What was identified throughout was that virtually nobody, with the exception of one gentleman, would speak in favour of the Prime Minister's preferred system, because that is a less proportional system. There were those who defended the status quo and those who advocated for a more proportional system. Clearly, that was the shape of the debate that occurred not just in the round table events I held but also in the wider discussions that were taking place across the country.
I also joined with my colleagues in doing a mail-out survey. This was very important as well. Round table or town hall events are great opportunities for hearing from those who are most active or most invested in particular issues. However, there are other ways of engaging perhaps a more representative sample. That is why many members of our Conservative caucus sent a mailer out to their constituents. The overwhelming feedback on that was that people wanted a referendum. That was the feedback in my constituency, as well as in the various constituencies that were polled by other Conservative members. It is clear that Canadians are looking for a referendum. It is also clear, from the discussions that were happening, that it is a referendum between the current system, which has many advantages, and a proportional system, which has other kinds of potential advantages.

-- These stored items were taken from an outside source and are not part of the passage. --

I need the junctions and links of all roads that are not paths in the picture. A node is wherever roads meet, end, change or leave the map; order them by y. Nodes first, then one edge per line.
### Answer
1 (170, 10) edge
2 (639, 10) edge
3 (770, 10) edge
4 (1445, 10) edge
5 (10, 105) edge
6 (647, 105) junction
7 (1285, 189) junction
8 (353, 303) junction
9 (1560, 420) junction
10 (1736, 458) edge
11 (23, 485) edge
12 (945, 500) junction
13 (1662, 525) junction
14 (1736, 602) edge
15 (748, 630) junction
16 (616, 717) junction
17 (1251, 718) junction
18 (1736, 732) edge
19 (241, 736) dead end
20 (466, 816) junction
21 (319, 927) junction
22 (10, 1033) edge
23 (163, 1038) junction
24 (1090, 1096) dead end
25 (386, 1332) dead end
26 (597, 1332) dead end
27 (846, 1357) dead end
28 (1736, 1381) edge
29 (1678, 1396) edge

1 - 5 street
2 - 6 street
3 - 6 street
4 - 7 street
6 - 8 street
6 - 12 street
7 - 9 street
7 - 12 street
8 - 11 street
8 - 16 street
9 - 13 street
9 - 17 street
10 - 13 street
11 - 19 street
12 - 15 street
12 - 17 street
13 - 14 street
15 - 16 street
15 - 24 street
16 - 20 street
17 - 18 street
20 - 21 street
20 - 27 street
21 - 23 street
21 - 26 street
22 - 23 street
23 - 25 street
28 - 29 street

Obviously, every electoral system has advantages and disadvantages.
This was the series of consultations that we undertook within our own constituencies, consultations that we were asked to do by the government, but that I do, and we do, on a regular basis, regardless of what the government asks us to do or not do. My constituents will now get another piece of mail from the government, at huge expense, asking them to fill out a survey that will not provide any kind of useful data.

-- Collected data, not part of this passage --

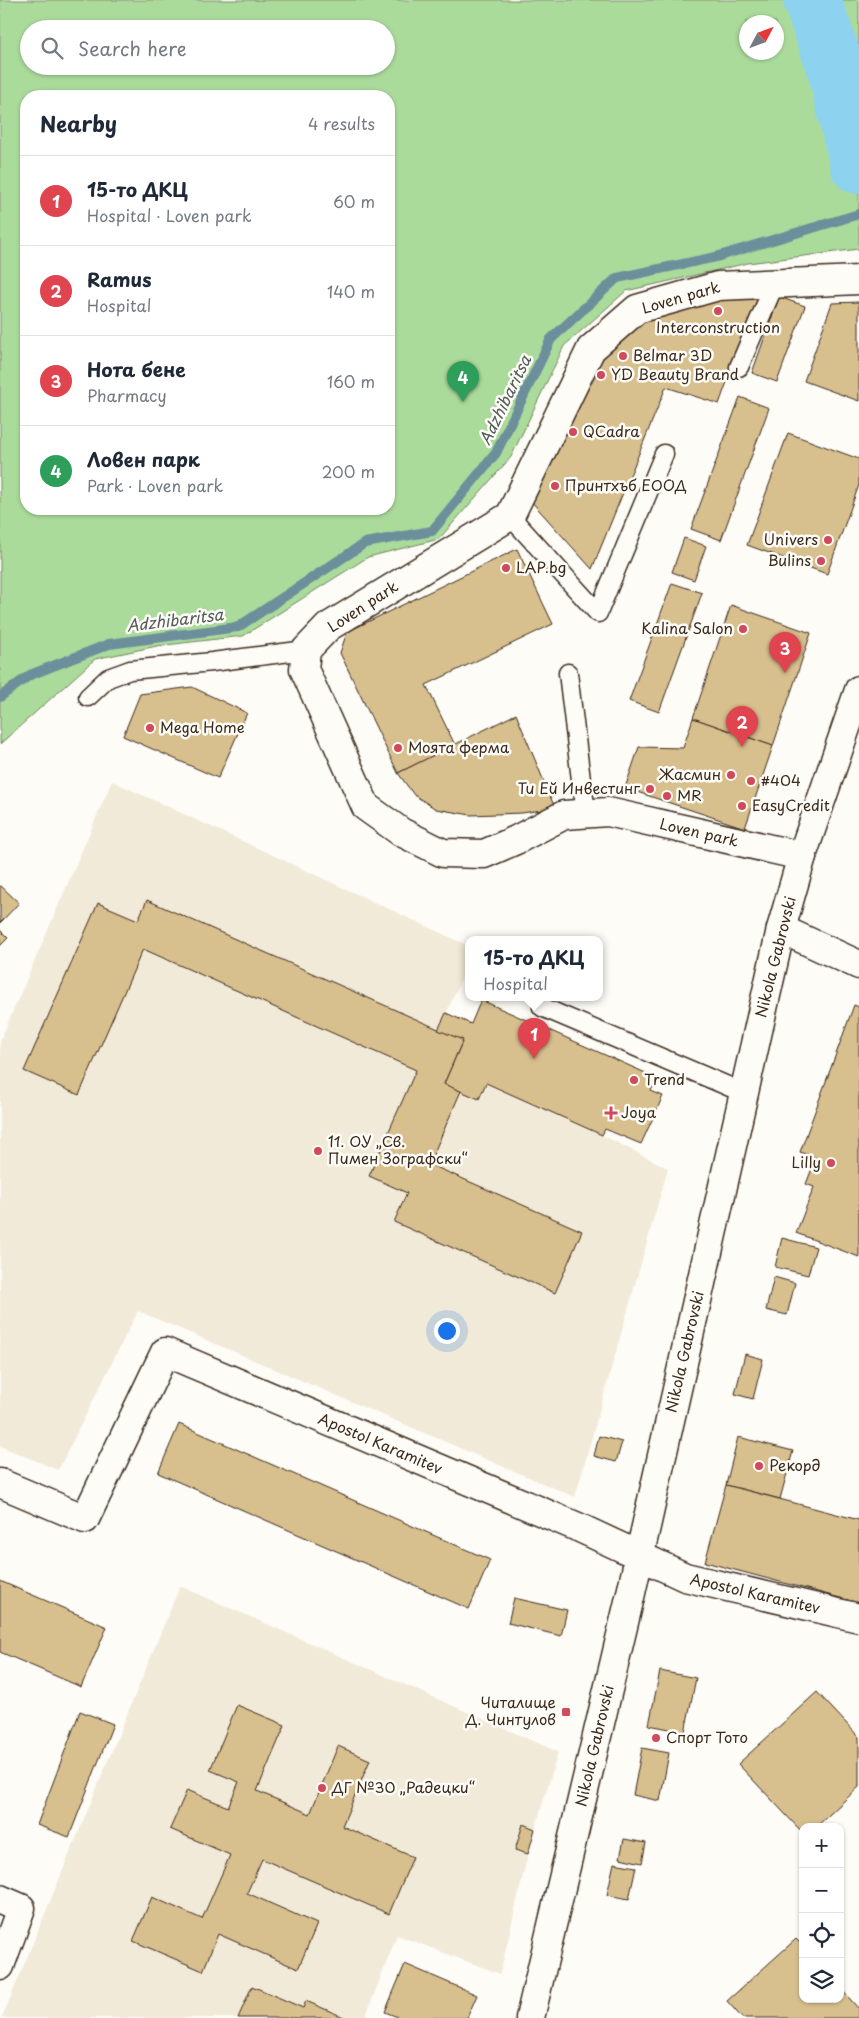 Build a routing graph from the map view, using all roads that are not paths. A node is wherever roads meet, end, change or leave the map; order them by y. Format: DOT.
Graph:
graph roads {
  1 [pos="859,280"];
  2 [pos="775,283"];
  3 [pos="739,368"];
  4 [pos="664,454"];
  5 [pos="510,516"];
  6 [pos="306,650"];
  7 [pos="568,673"];
  8 [pos="859,690"];
  9 [pos="88,697"];
  10 [pos="587,813"];
  11 [pos="802,856"];
  12 [pos="780,929"];
  13 [pos="859,965"];
  14 [pos="542,1007"];
  15 [pos="744,1093"];
  16 [pos="0,1482"];
  17 [pos="639,1557"];
  18 [pos="859,1618"];
  19 [pos="0,1900"];
  20 [pos="0,1966"];
  21 [pos="530,2018"];
  1 -- 2 [label="street, Loven park"];
  2 -- 3 [label="lane"];
  2 -- 5 [label="street, Loven park"];
  4 -- 5 [label="lane"];
  5 -- 6 [label="street, Loven park"];
  6 -- 9 [label="lane"];
  6 -- 10 [label="street, Loven park"];
  7 -- 10 [label="lane"];
  8 -- 11 [label="street, Nikola Gabrovski"];
  10 -- 11 [label="street, Loven park"];
  11 -- 12 [label="street, Nikola Gabrovski"];
  12 -- 13 [label="street"];
  12 -- 15 [label="street, Nikola Gabrovski"];
  14 -- 15 [label="lane"];
  15 -- 17 [label="street, Nikola Gabrovski"];
  16 -- 17 [label="street, Apostol Karamitev"];
  17 -- 18 [label="street, Apostol Karamitev"];
  17 -- 21 [label="street, Nikola Gabrovski"];
  19 -- 20 [label="street"];
} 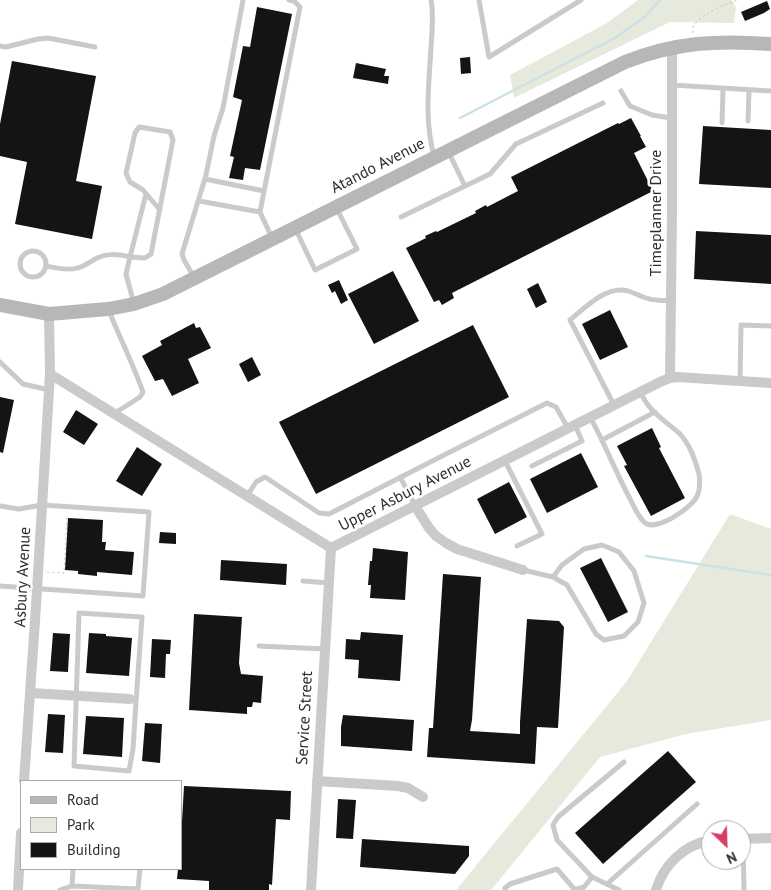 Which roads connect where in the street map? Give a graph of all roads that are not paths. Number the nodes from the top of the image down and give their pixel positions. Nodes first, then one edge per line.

It's baffling in one sense, but on the other hand it is clear that the government's approach is to re-ask questions in different ways because it does not like the feedback it received. We have been through this process. We had four out of five parties in this place endorse a report that emphasizes the importance of a referendum and also explains exactly where the debate is and therefore the kind of referendum we should have.
In listening to this debate, I am amazed how the government members are avoiding the question, by all means necessary. The parliamentary secretary to the government House leader made a strong point about how this has to be open to people who are not Canadian citizens so that people who are permanent residents or future Canadian citizens living here could fill out the survey, while missing the fact that there was nothing in the survey they have created to prevent somebody from participating in this survey who neither is a Canadian citizen, nor is a Canadian resident, nor has any interest in becoming either. There is nothing to prevent somebody who lives somewhere far away, who has never been to Canada and has no interest in coming to Canada, from not only filling out the survey once but filling it out multiple times. I was incredulous to find that I could actually fill out the survey twice on the same device.
It is hard to understand where the government is coming from if it really is trying to justify this process as a credible consultation exercise. We need to do so much better.
I again commend the committee for its work. It gave us a clear path forward. The government should listen to the committee rather than try to do it all over again just because it does not like the result.